La crítica musical puede ser muy traicionera si es que no es tomada con la responsabilidad que merece; en ciertos contextos, es capaz de trazar el camino que llevará una banda gracias a su tremenda influencia sobre la sociedad. El romance de los canadienses Arcade Fire con la crítica en general ha tenido altos y bajos, pasando de verdaderas declaraciones de amor en álbumes como “Funeral” (2004) o “Reflektor” (2013), hasta el desencantamiento propio de cualquier matrimonio complicado con “Everything Now” (2017), quinto álbum de la agrupación y que sirvió como motivo de promoción en esta segunda visita a nuestro país.
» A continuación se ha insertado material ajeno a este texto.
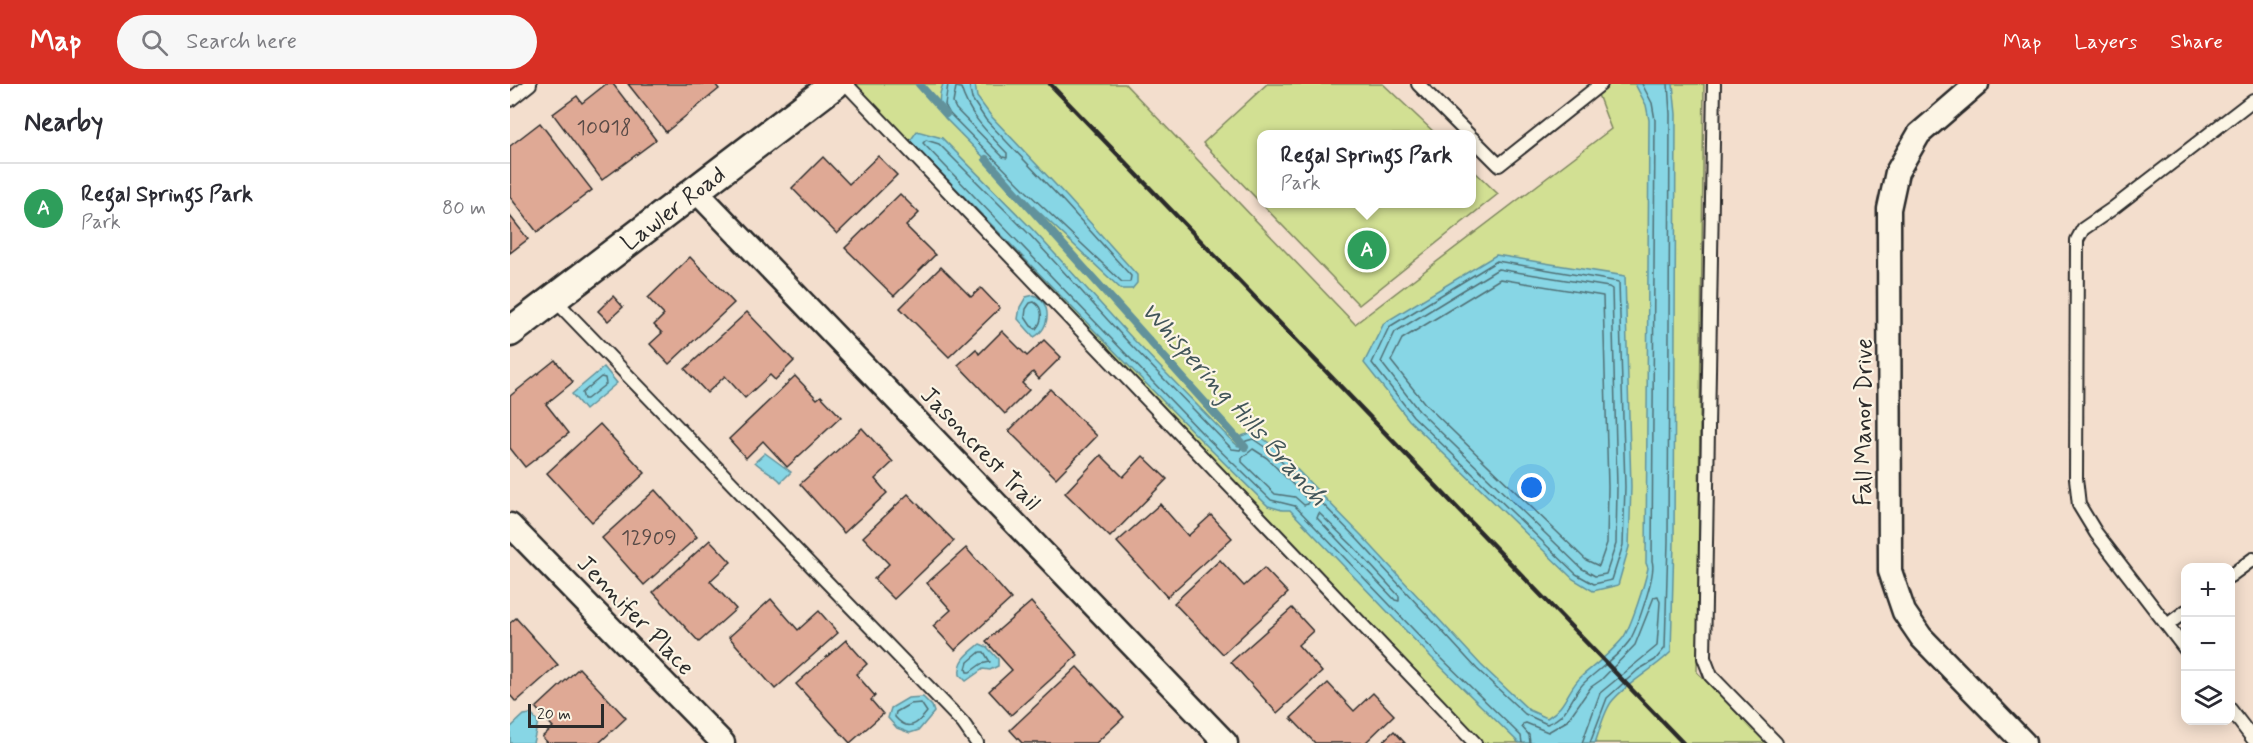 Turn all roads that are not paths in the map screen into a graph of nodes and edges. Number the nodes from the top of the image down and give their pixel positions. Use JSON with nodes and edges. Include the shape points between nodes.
{"nodes":[{"id":1,"x":530,"y":84,"type":"edge"},
{"id":2,"x":835,"y":84,"type":"edge"},
{"id":3,"x":846,"y":84,"type":"edge"},
{"id":4,"x":1418,"y":84,"type":"edge"},
{"id":5,"x":1601,"y":84,"type":"edge"},
{"id":6,"x":1714,"y":84,"type":"edge"},
{"id":7,"x":1977,"y":84,"type":"edge"},
{"id":8,"x":2253,"y":99,"type":"edge"},
{"id":9,"x":510,"y":100,"type":"edge"},
{"id":10,"x":1463,"y":130,"type":"edge"},
{"id":11,"x":1476,"y":142,"type":"edge"},
{"id":12,"x":696,"y":191,"type":"junction"},
{"id":13,"x":554,"y":299,"type":"junction"},
{"id":14,"x":510,"y":332,"type":"edge"},
{"id":15,"x":510,"y":525,"type":"edge"},
{"id":16,"x":2253,"y":559,"type":"edge"},
{"id":17,"x":2235,"y":572,"type":"edge"},
{"id":18,"x":2181,"y":615,"type":"edge"},
{"id":19,"x":2167,"y":625,"type":"junction"},
{"id":20,"x":2181,"y":643,"type":"edge"},
{"id":21,"x":2235,"y":716,"type":"edge"},
{"id":22,"x":2253,"y":739,"type":"edge"},
{"id":23,"x":723,"y":743,"type":"edge"},
{"id":24,"x":977,"y":743,"type":"edge"},
{"id":25,"x":1226,"y":743,"type":"edge"},
{"id":26,"x":1475,"y":743,"type":"edge"},
{"id":27,"x":1776,"y":743,"type":"edge"},
{"id":28,"x":2024,"y":743,"type":"edge"}],
"edges":[{"from":1,"to":9,"type":"lane"},
{"from":2,"to":12,"type":"street","name":"Lawler Road"},
{"from":3,"to":26,"type":"lane"},
{"from":4,"to":10,"type":"lane"},
{"from":5,"to":11,"type":"lane","via":[[1498,165]]},
{"from":6,"to":27,"type":"lane","via":[[1704,658],[1711,676]]},
{"from":7,"to":28,"type":"street","name":"Fall Manor Drive","via":[[1919,134],[1898,172],[1889,209],[1890,571],[1904,612],[1922,637]]},
{"from":8,"to":19,"type":"lane","via":[[2083,229],[2077,240],[2079,505]]},
{"from":12,"to":13,"type":"street","name":"Lawler Road"},
{"from":12,"to":25,"type":"street","name":"Jasoncrest Trail"},
{"from":13,"to":14,"type":"street","name":"Lawler Road"},
{"from":13,"to":24,"type":"lane","via":[[955,714]]},
{"from":15,"to":23,"type":"street","name":"Jennifer Place"},
{"from":16,"to":17,"type":"lane"},
{"from":18,"to":19,"type":"lane"},
{"from":19,"to":20,"type":"lane"},
{"from":21,"to":22,"type":"lane"}]} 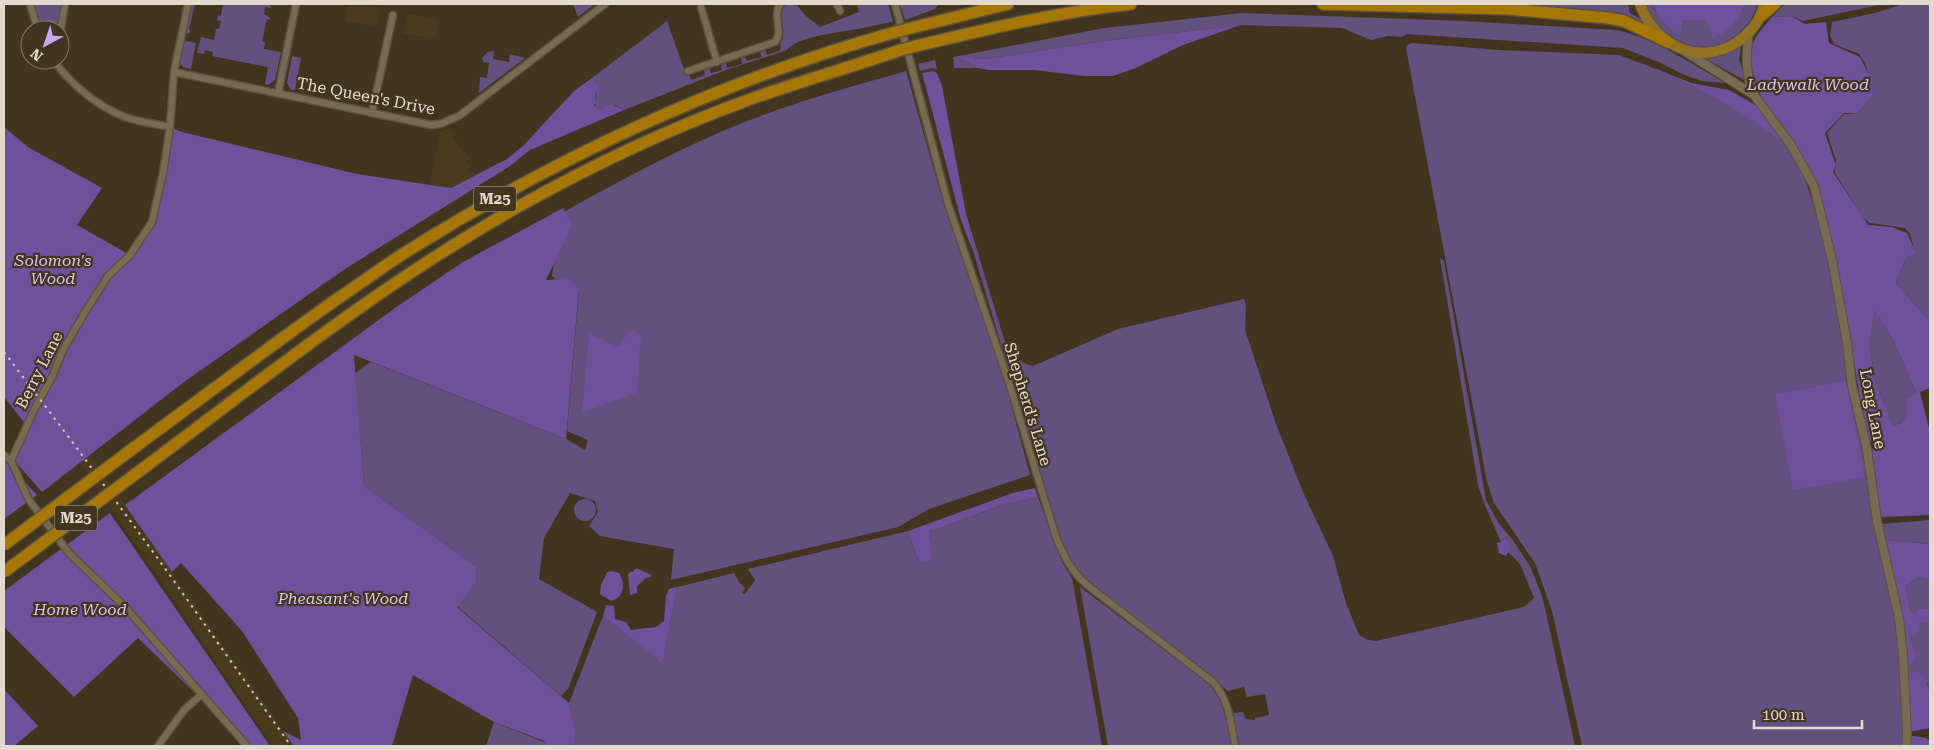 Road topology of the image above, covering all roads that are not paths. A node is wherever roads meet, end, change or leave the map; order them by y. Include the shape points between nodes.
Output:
1 (30, 4) edge
2 (65, 4) edge
3 (188, 4) edge
4 (296, 4) edge
5 (605, 4) edge
6 (780, 4) edge
7 (837, 4) edge
8 (895, 4) edge
9 (1008, 4) edge
10 (1131, 4) edge
11 (1323, 4) edge
12 (1640, 4) edge
13 (1764, 4) edge
14 (1775, 4) edge
15 (700, 7) dead end
16 (840, 11) dead end
17 (393, 15) dead end
18 (1761, 16) junction
19 (35, 20) edge
20 (62, 20) edge
21 (1749, 32) junction
22 (1668, 42) junction
23 (1679, 48) junction
24 (717, 62) junction
25 (61, 70) edge
26 (688, 71) dead end
27 (174, 72) junction
28 (278, 94) junction
29 (1754, 95) junction
30 (372, 113) junction
31 (170, 127) junction
32 (4, 455) edge
33 (10, 460) junction
34 (4, 545) edge
35 (4, 572) edge
36 (202, 694) junction
37 (158, 746) edge
38 (246, 746) edge
39 (1235, 746) edge
40 (1906, 746) edge

1 - 19 street
2 - 20 street
3 - 27 street, Berry Lane
4 - 28 street
5 - 30 street, The Queen's Drive via 459,116 431,125
6 - 24 street via 776,14 779,32 776,41
7 - 16 street
8 - 39 street, Shepherd's Lane via 948,204 1064,558 1077,577 1213,682 1228,708
9 - 34 highway, M25, bridge via 817,55 742,82 627,130 517,186 405,253 291,332
10 - 35 highway, M25, bridge via 999,26 901,50 746,101 639,146 524,204 415,269 312,341
11 - 22 highway via 1508,10 1608,18 1624,21
12 - 22 main road via 1654,30
13 - 18 main road
14 - 18 highway
15 - 24 street
17 - 30 street
18 - 21 main road
21 - 23 main road via 1722,50 1703,53
21 - 29 street, Long Lane via 1746,66
22 - 23 main road
23 - 29 street, Long Lane
24 - 26 street
25 - 31 street via 74,86 99,105 126,118
27 - 28 street, The Queen's Drive
27 - 31 street, Berry Lane
28 - 30 street, The Queen's Drive
29 - 40 street, Long Lane via 1791,145 1814,186 1832,260 1877,521 1899,618
31 - 33 street, Berry Lane via 161,188 152,222 130,256 108,276 85,312
32 - 33 street
33 - 36 street via 29,500 69,553 126,608
36 - 37 street via 184,710
36 - 38 street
Luego de su debut como parte de Lollapalooza Chile 2014, Arcade Fire volvió con la difícil tarea de defender un disco que para muchos no logra cuajar del todo, dejando poco del sonido que tan bien desarrollaron en álbumes anteriores. Más allá de todo eso, el hecho de que los canadienses sean constantemente señalados como uno de los más grandes shows en vivo a nivel mundial es algo que se debe comprobar de manera personal, presenciando en carne propia todo el despliegue escénico que entregan, uno que se aleja de los clichés típicos, como juegos de luces, fuegos artificiales o distractores elementos visuales para suplir la falta de calidad musical. Aquí tenemos un espectáculo completo, puesto que toda la atención se centra en un colectivo de muy buenos músicos dándolo todo en el escenario.

Una intro al más puro estilo de las peleas de box precedió la entrada de la banda al escenario, preparados para lo que sería un evento estelar de proporción mundial. Así, y por entre el público del Movistar Arena, fueron ingresando Win Butler, Régine Chassagne, Will Butler, Jeremy Gara, Tim Kingsbury, Richard Reed Parry y Sara Neufeld, acompañados también de las más recientes adiciones: Stuart Bogie y Tiwill Duprate, listos para entregar hasta la última gota en una noche tan esperada por los miles de fanáticos que repletaron el recinto. Como era de esperar, “Everything Now” fue el primer golpe lanzado por los canadienses, que luego se adentraron en una verdadera batería de éxitos, cantados a todo pulmón por sus seguidores. Para muchos, el hecho de tener nueve músicos en escena parece un exceso al borde de lo pretencioso, pero aquí eso se omite gracias a que cada uno tiene una identidad propia, funcionando de manera cronometrada como partes de una enorme maquinaria sonora.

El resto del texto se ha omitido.